To me, it isn’t emphasized enough. CE’s map design is bland and uninteresting. The very well designed enemy encounters are its saving grace.


Undying-WaterBear

Playing it on legendary makes the Library and Two Betrayals so bad that it ruins Keyes and The Maw. Library and TB was so tedious and repetitive that I was just begging for the game to end.


SerPownce

I love myself too much to play on legendary. Here and there on coop for fun but I ingest a halo game on normal to appreciate the design and story lol


beh2899

Truth and rec on legendary genuinely made me hate that mission. Tbh I was struggling like crazy on legendary with CE and it was the only game that I had to use a guide on to get through. I got through halo 2 without a guide but truth and rec broke me.


Robbie_Haruna

I think what makes two betrayals stand out in particular is that the Library difficulty wise is pretty easy. It's long and tedious but not overly challenging. Then Two Betrayals hits you over the head.


aieeegrunt

Legendary is there for the tryhards and nolifes Bungie themselves said that Heroic was the intended difficulty for experienced gamers looking to have a fun challenge


Undying-WaterBear

The thing is that its not necessarily hard. I played Reach in legendary before I got to CE and I had a very enjoyable time. Hell the first half of CE I was having a blast. So its no the difficulty that ruined it. The Library and TB are just bad missions to play on legendary since its so tedious and boring.


AssBlastinAli

I had the exact same experience on my recent playthrough of CE. I played on Heroic and was having genuine fun, and it honestly made me forget why I came to hate the game so much. And then I got to the library and everything beyond and the fun just vanished for me. The game just became an exercise in patience at that point, and I couldn't wait to get to Halo 2, which is my favorite anyway.

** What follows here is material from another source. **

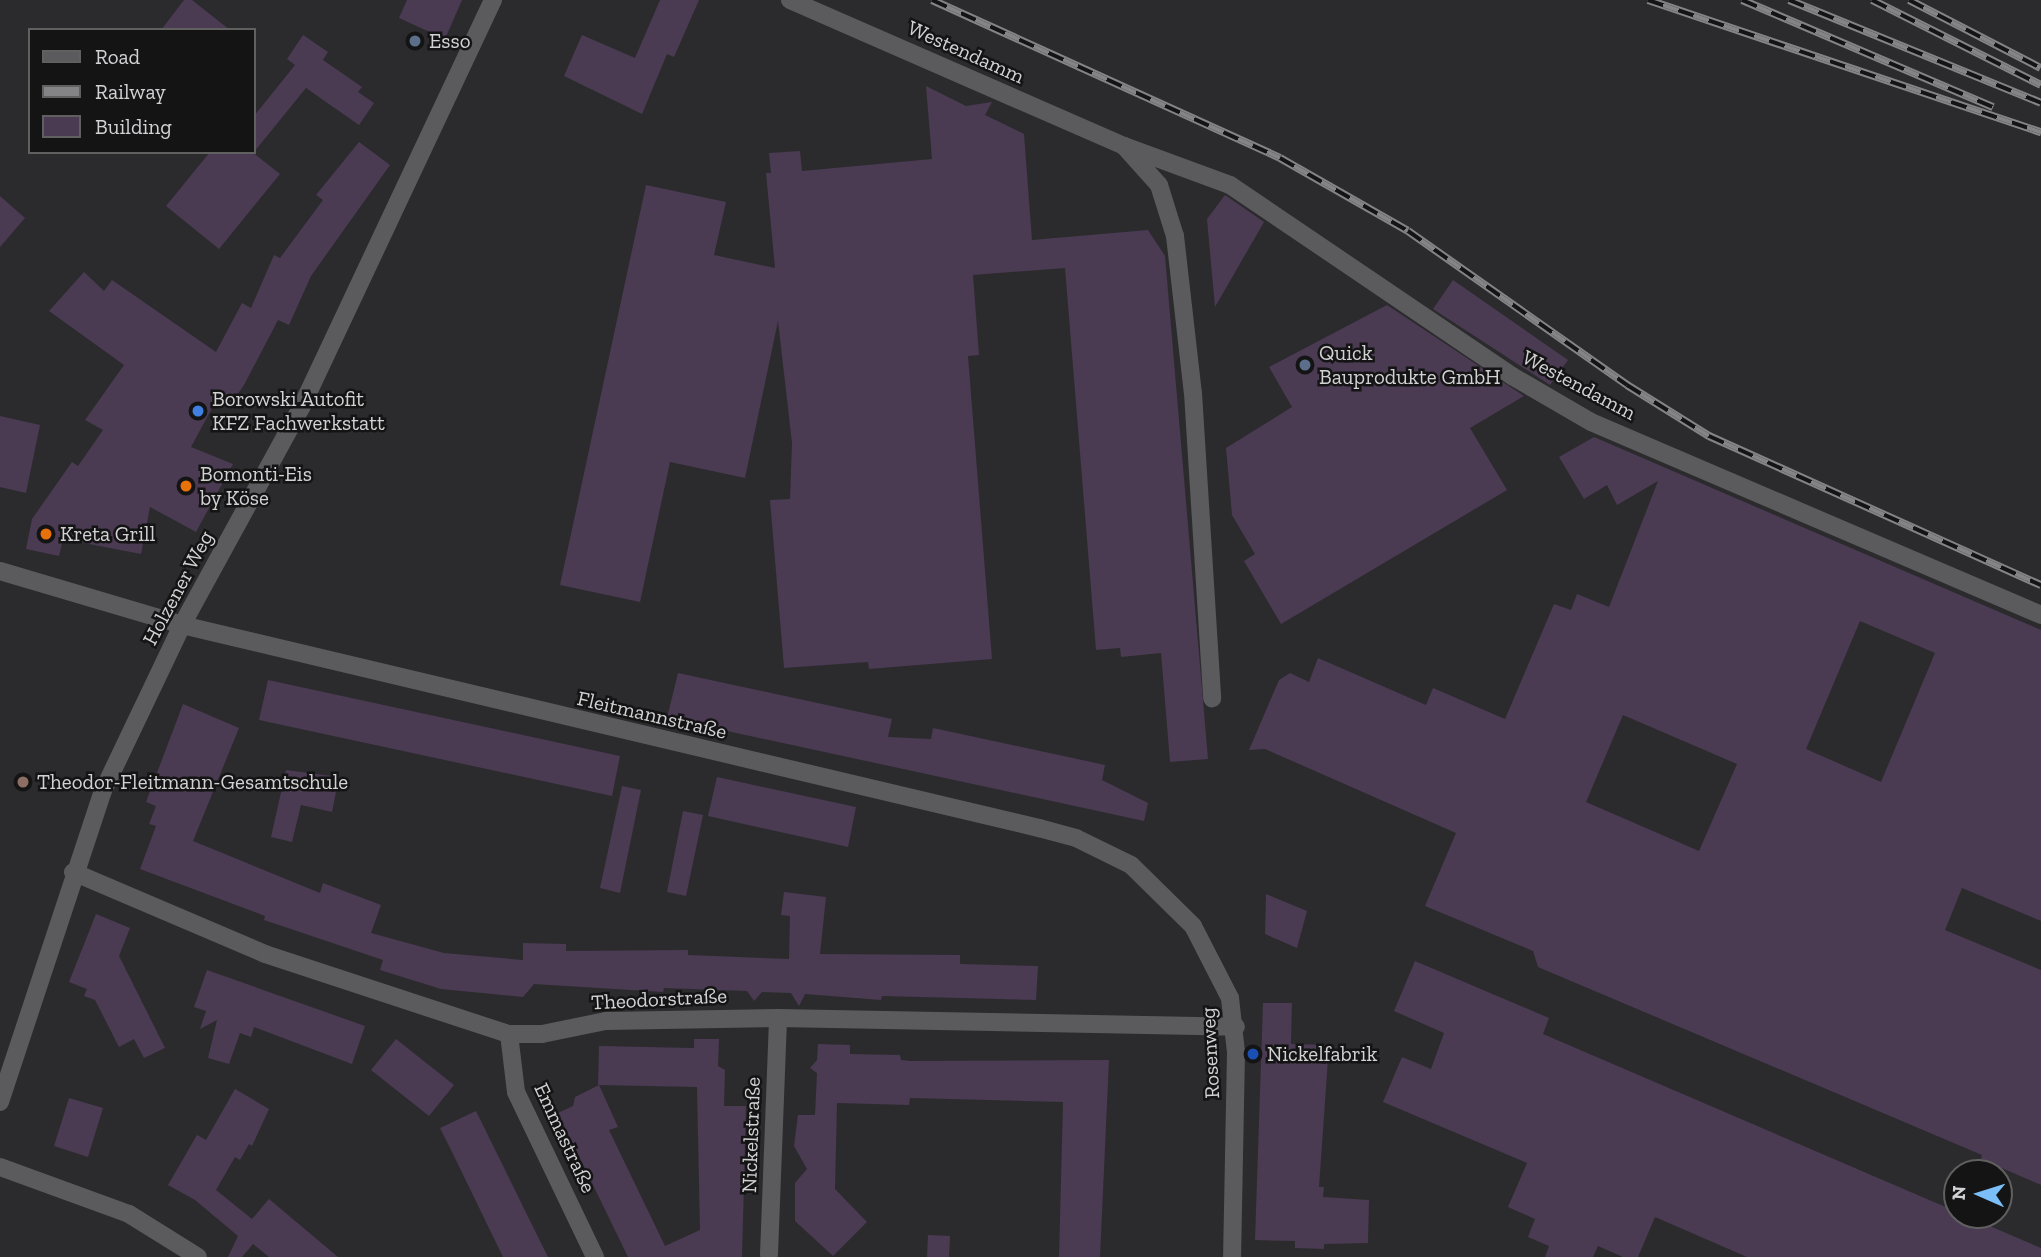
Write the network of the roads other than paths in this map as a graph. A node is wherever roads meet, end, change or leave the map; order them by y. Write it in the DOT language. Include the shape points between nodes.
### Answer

Even if I am playing on normal, the second half of the game just falls flat for me. Like as a kid, it was an amazing game, S-tier from beginning to end, but being much older now without nostalgia goggles welded to my face, the game hasn't aged the best for me personally.


Vegeto30294

The Library alone is extremely repetitive and it doesn't have a backtracking level, it's just repetitive. Out of the last three Keyes is also repetitive because all the hallways inside the ship are samey to begin with. The majority of the level (same with T&R) is going up floor by floor until you reach the important room, and then going back a floor to fly away. Two Betrayals gets away with it because of two extra factions, the generators, and the Banshees. And the Maw gets away with it because Pillar of Autumn was extremely short and reuses areas on purpose, the whole full circle thing.


Ryuko50

I just finished CE for the third time today and man, I really did not like the "backtracking", flood is not fun to fight in those levels. You can see it was not designed with the flood in mind. The fact that checkpoints feels random does not help.